John proved he was well aware of the monster’s razor like claws. Compared to John, the graggon’s movements were slow. John bobbed and weaved, restraining his swings and only swinging his ax when he could find an exposed calf or shin.

“Come un ye big ugly,” taunted John. “I wanna feed ya bones ta some dragon. He give me a horde of gold fer ya lousy skin.”

“What is he trying to do? asked Lieutenant Fangorn. “Get himself killed?”

“Yeah, what in hell is he trying to do?” added Lieutenant Bernard.

Reeshard laughed, “Mi ami, is trying something very, very nasty. We can help by distracting Big Ugly. Men, fire your arrows past the graggon’s head. Don’t waste arrows attempting to hit him.”

The rangers complied with a barrage of arrows flying by out of the graggon’s reach. The distraction infuriated the graggon as his swings and purple beams became feral and inaccurate. John silently moved in closer. The graggon reared his head and arms higher as he did so, his stance widen. John now stood under the stance and, finding his target, he swung his sharpened ax high. Blood gushed. The graggon screamed and stumbled. Moving with the graggon as it stumbled, John again swung his blood dripping ax upward even harder. The graggon, the snorter, the sniffer wailed and fell backwards, clutching his monsterhood.

In its trashing, it almost rolled on John. John saw all the wild movements and evaded them.

Finally, standing a respectful distance away from the fallen and writhing graggon, John looked on, breathing hard.

Reeshard came up to him grinning a devil’s grin, patting him on his sweating back and chuckle, “Well, he won’t be making any more babies.”
 
I feel this does a good job of conveying the action and danger of the situation and establishes the graggon as a monster to be defeated.
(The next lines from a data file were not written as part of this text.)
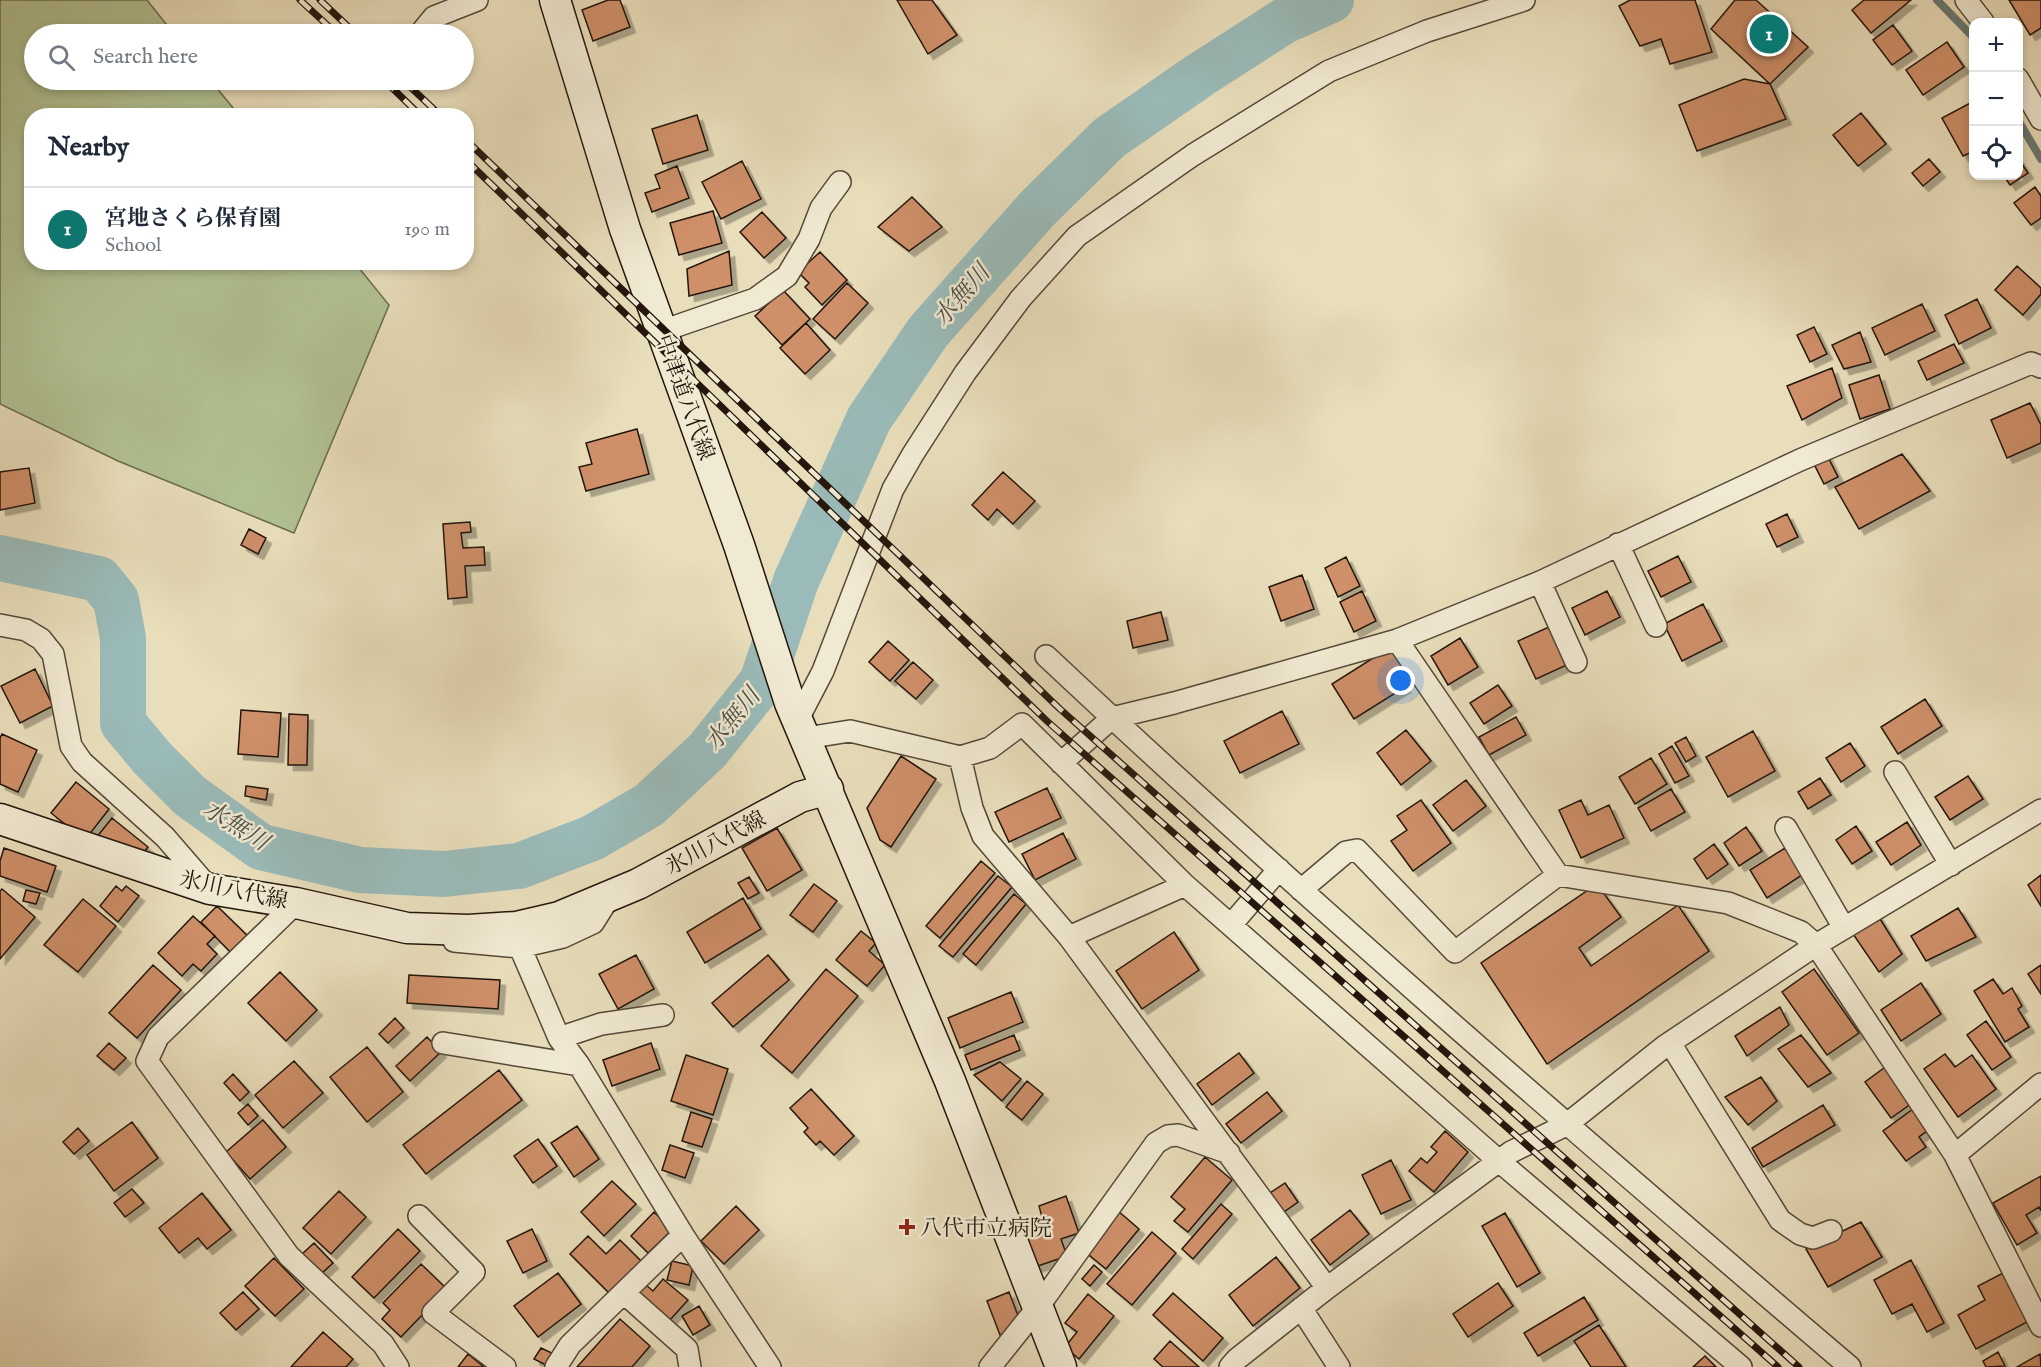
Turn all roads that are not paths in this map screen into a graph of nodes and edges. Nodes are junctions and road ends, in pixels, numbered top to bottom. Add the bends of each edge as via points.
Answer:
1 (477, 0) edge
2 (555, 0) edge
3 (1524, 0) edge
4 (1966, 0) edge
5 (432, 8) edge
6 (1980, 18) edge
7 (425, 24) edge
8 (2023, 86) edge
9 (2041, 119) edge
10 (840, 182) dead end
11 (662, 330) junction
12 (2041, 367) edge
13 (1618, 544) junction
14 (1540, 582) junction
15 (0, 625) edge
16 (1656, 626) dead end
17 (1397, 640) junction
18 (1046, 656) dead end
19 (1576, 662) dead end
20 (1112, 718) junction
21 (798, 720) junction
22 (960, 757) junction
23 (1061, 763) junction
24 (1895, 772) dead end
25 (828, 789) junction
26 (2041, 810) edge
27 (0, 819) edge
28 (1786, 828) dead end
29 (1951, 865) junction
30 (1279, 870) junction
31 (1558, 875) junction
32 (1185, 885) junction
33 (210, 889) junction
34 (1301, 890) junction
35 (610, 896) junction
36 (296, 903) junction
37 (1231, 925) junction
38 (407, 928) junction
39 (1844, 928) junction
40 (1069, 937) junction
41 (1816, 945) junction
42 (520, 947) junction
43 (663, 1015) dead end
44 (559, 1038) junction
45 (443, 1043) dead end
46 (1670, 1043) junction
47 (579, 1065) junction
48 (2041, 1084) edge
49 (1566, 1125) junction
50 (1229, 1153) junction
51 (1954, 1155) junction
52 (1499, 1161) junction
53 (418, 1216) dead end
54 (1831, 1231) dead end
55 (683, 1235) junction
56 (1327, 1288) junction
57 (624, 1293) junction
58 (1038, 1307) junction
59 (1301, 1308) junction
60 (2041, 1326) edge
61 (398, 1367) edge
62 (505, 1367) edge
63 (556, 1367) edge
64 (690, 1367) edge
65 (770, 1367) edge
66 (990, 1367) edge
67 (1061, 1367) edge
68 (1230, 1367) edge
69 (1339, 1367) edge
70 (1741, 1367) edge
71 (1850, 1367) edge

1 - 5 street
2 - 11 main road, 中津道八代線 via 626,229
3 - 21 street via 1427,31 1329,71 1193,155 1077,236 1022,298 965,373 913,454 893,489 823,670
4 - 6 street
5 - 7 street
8 - 9 street
10 - 11 street via 787,276 754,299
11 - 21 main road, 中津道八代線
12 - 13 street via 2031,363 1800,460
13 - 14 street
13 - 16 street
14 - 17 street
14 - 19 street
15 - 33 street via 26,630 41,639 53,654 71,746 82,762 165,837
17 - 20 street
17 - 31 street
18 - 20 street
20 - 23 street
20 - 30 street
21 - 22 street
21 - 25 main road, 中津道八代線
22 - 23 street via 990,748 1022,724
22 - 40 street via 983,836
23 - 32 street
24 - 29 street
25 - 35 main road, 氷川八代線 via 800,797
25 - 58 main road via 950,1081
26 - 29 street
27 - 33 main road, 氷川八代線
28 - 39 street
29 - 39 street
30 - 34 street
30 - 37 street
31 - 34 street via 1455,952 1357,850 1346,852
31 - 41 street via 1728,903 1801,932
32 - 37 street
32 - 40 street
33 - 36 main road, 氷川八代線
34 - 49 street
35 - 38 main road, 氷川八代線 via 559,917 516,927
35 - 42 street via 593,923 563,937
36 - 38 main road, 氷川八代線
36 - 61 street via 158,1037 147,1060 288,1256 383,1344
37 - 52 street
38 - 42 street via 458,942
39 - 41 street
40 - 50 street
41 - 46 street
41 - 51 street
42 - 44 street
43 - 44 street via 602,1024
44 - 47 street
45 - 47 street
46 - 49 street
46 - 54 street via 1780,1221 1813,1238
47 - 55 street
48 - 51 street
49 - 52 street
49 - 71 street
50 - 56 street
50 - 58 street via 1178,1135 1156,1143
51 - 60 street
52 - 56 street
52 - 70 street
53 - 62 street via 474,1272 434,1313
55 - 57 street
55 - 65 street
56 - 59 street
57 - 63 street via 570,1345
57 - 64 street via 687,1348
58 - 66 street
58 - 67 main road
59 - 68 street
59 - 69 street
One thing that pulled me out of the momentum of the story, though, was the use of 'saidisms.' These are various words used in lieu of said or asked. The current theory is that the reader's mind simply skips over said without processing it and thus helps maintain flow. And, frankly, your dialog is strong enough that the reader does not need explicit directions on how to interpret it. For example, in
“Come un ye big ugly,” taunted John. “I wanna feed ya bones ta some dragon. He give me a horde of gold fer ya lousy skin.”
it is quite apparent from the words spoken that this is a taunt. Go ahead and use the more basic said and don't worry about typing said over and over again.

All in all, I think this did a good job of presenting an action scene.
 
it is quite apparent from the words spoken that this is a taunt. Go ahead and use the more basic said and don't worry about typing said over and over again.
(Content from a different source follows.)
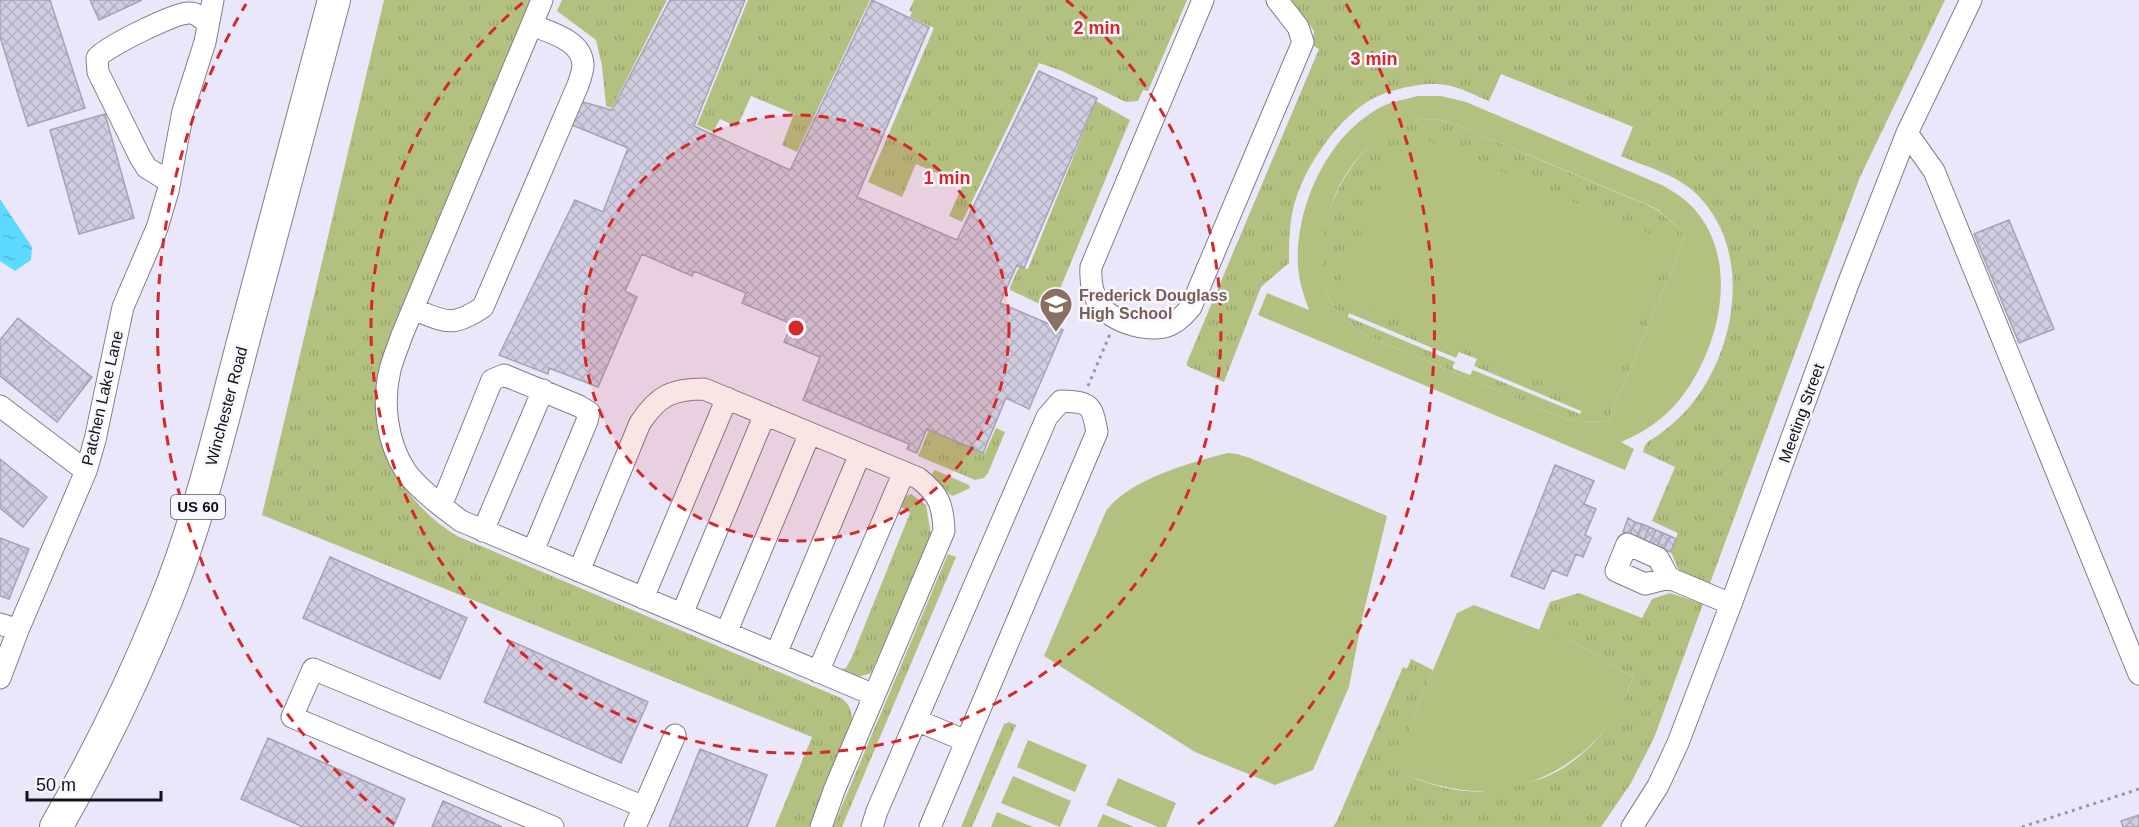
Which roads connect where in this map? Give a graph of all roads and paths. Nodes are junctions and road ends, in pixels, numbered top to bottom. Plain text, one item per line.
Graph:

Actually, isn't said even a waste of space? It feels like John could have a bit of business like shifting the grip on his axe or wiping sweat from his eyes.
 
My primary comment is that your language has a lot of repetitive sounds and words. That can sometimes be powerful, and maybe "mindless madness" is okay, but avoid "grinning a grin" or " fell from deep gashes from poisoned claws" or "almost rolled on John. John saw..."

There is also a lot of sentences that could be punctuated better. Consider the semicolon when you have a lot of commas in a sentence.